Last night I was flipping through one of my favorite magazines and looking at the upcoming fall fashions. A few things caught my eye and when I looked more closely, I noticed that the price was not given. Rather than a dollar amount, the copy read price available upon request. I immediately thought, ooh that item must be in limited quantity and very exclusive. I bet it’s expensive.

Is that what the brand wants me to think? Maybe. They have immediately signaled to price sensitive buyers that this isn’t for them while at the same time peaked the interest of those buyers who want something exclusive and unique.

Now the reality may be that the item was so new they hadn’t priced it by the time the magazine went to print. Or maybe they didn’t want to be placed in a comparison situation side-by-side a competitor in a situation where their product is somewhat out of context – displayed only via a magazine image.

As a small business owner who wants to get what you’re worth for your products and services, how can you discourage price-sensitive buyers from wasting your time?

Here’s a little marketing help: If your product or service is something that isn’t right for everyone and you aren’t strictly an ecommerce business (aka you sell only online), why put your prices on your website? When you place emphasis on price, you encourage price-sensitive buyers to commoditize what you do. These buyers want to compare you to your competitors and the fastest way to do that is by price.

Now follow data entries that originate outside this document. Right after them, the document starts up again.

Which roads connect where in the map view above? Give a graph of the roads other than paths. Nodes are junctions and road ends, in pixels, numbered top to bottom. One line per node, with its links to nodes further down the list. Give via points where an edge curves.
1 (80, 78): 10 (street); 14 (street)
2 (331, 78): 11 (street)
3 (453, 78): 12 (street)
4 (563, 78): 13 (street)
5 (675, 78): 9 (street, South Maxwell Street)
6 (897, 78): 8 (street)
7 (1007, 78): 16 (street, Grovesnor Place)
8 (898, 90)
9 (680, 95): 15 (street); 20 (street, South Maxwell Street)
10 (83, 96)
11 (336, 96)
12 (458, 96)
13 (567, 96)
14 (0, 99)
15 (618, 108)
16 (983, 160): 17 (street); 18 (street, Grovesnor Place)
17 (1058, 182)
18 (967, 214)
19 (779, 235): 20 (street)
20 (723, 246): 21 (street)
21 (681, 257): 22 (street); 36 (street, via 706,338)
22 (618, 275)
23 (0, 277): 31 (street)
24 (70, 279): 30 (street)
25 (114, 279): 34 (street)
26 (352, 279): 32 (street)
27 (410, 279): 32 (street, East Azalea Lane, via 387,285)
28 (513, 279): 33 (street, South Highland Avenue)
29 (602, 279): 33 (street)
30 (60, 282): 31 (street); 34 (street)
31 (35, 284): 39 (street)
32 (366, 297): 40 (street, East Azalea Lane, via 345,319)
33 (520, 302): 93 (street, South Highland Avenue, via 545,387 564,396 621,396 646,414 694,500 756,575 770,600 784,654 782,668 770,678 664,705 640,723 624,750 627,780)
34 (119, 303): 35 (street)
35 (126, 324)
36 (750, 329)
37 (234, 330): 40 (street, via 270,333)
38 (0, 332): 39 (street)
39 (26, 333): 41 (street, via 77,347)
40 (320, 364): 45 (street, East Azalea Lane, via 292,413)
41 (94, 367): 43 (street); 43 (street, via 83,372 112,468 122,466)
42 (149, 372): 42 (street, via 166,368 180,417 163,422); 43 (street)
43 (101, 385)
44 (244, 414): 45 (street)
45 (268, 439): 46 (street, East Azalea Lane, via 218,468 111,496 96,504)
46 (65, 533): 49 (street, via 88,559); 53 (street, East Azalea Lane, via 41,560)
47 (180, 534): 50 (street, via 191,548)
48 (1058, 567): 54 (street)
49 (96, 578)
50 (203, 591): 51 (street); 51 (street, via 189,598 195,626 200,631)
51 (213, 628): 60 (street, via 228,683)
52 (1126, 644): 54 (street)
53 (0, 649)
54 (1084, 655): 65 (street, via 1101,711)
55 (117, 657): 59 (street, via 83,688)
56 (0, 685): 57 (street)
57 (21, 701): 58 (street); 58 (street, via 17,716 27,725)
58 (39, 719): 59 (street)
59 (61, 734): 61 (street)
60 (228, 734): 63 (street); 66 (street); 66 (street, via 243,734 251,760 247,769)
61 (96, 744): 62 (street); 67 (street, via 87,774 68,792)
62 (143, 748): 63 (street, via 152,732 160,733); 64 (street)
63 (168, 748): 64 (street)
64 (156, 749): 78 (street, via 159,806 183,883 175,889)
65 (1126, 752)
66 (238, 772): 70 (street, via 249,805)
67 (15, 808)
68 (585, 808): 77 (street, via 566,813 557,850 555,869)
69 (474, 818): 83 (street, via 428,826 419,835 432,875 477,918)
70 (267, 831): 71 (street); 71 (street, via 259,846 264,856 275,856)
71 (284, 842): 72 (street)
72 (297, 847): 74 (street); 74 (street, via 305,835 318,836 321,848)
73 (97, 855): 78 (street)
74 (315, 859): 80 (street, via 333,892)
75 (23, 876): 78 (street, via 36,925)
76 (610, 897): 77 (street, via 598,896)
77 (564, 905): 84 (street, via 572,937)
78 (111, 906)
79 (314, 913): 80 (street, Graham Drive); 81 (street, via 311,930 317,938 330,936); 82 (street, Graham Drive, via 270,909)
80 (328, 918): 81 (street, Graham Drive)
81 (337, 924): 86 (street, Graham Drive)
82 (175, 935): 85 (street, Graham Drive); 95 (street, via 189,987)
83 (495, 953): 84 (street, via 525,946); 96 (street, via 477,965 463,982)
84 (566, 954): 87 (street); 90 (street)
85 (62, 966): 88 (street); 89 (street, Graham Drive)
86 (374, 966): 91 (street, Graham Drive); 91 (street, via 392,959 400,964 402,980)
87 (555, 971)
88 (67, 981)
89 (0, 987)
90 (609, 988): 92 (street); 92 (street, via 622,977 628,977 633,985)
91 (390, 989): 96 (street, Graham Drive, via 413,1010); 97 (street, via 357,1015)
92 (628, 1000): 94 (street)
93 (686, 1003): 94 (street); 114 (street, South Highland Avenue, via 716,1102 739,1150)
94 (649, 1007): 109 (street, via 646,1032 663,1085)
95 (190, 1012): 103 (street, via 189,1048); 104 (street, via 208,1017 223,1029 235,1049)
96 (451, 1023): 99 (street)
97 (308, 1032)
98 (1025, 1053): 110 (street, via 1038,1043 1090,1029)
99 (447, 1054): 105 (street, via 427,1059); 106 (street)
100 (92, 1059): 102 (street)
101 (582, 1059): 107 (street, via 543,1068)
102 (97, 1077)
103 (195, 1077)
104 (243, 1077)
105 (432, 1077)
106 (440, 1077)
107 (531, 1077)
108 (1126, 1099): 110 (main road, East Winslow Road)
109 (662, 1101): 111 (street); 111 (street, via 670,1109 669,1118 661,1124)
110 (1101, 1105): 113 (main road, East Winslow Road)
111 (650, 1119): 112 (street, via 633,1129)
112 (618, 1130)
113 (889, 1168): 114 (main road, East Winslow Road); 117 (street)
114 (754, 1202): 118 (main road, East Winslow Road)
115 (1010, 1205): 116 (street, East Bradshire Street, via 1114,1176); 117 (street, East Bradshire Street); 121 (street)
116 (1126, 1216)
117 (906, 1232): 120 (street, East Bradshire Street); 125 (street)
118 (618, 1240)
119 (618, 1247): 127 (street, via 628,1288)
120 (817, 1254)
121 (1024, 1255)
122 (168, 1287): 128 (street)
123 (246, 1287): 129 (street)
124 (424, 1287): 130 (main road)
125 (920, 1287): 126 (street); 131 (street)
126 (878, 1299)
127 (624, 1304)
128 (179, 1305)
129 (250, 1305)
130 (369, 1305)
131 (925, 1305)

Mattress brands have done a good job of making price comparisons difficult. They name their mattress styles differently in each retail brand that carries their products. So at Mattress Giant the name of the model may be one thing while at Haverty’s it’s another. It’s the same mattress. It just has a different name to discourage price shopping.

Use your website to generate leads for your business. Don’t expect your website to sell your products and services. That’s your job. Your website should do what that magazine spread did for me. It peaked my interest in a product. It got me thinking. It made me want to take the next step and contact the brand to find out more about the product. It established the brand as exclusive in my mind. Use your website to create value for what you do and to signal to people that hey, we’re not for everyone. We are boutique. We are different.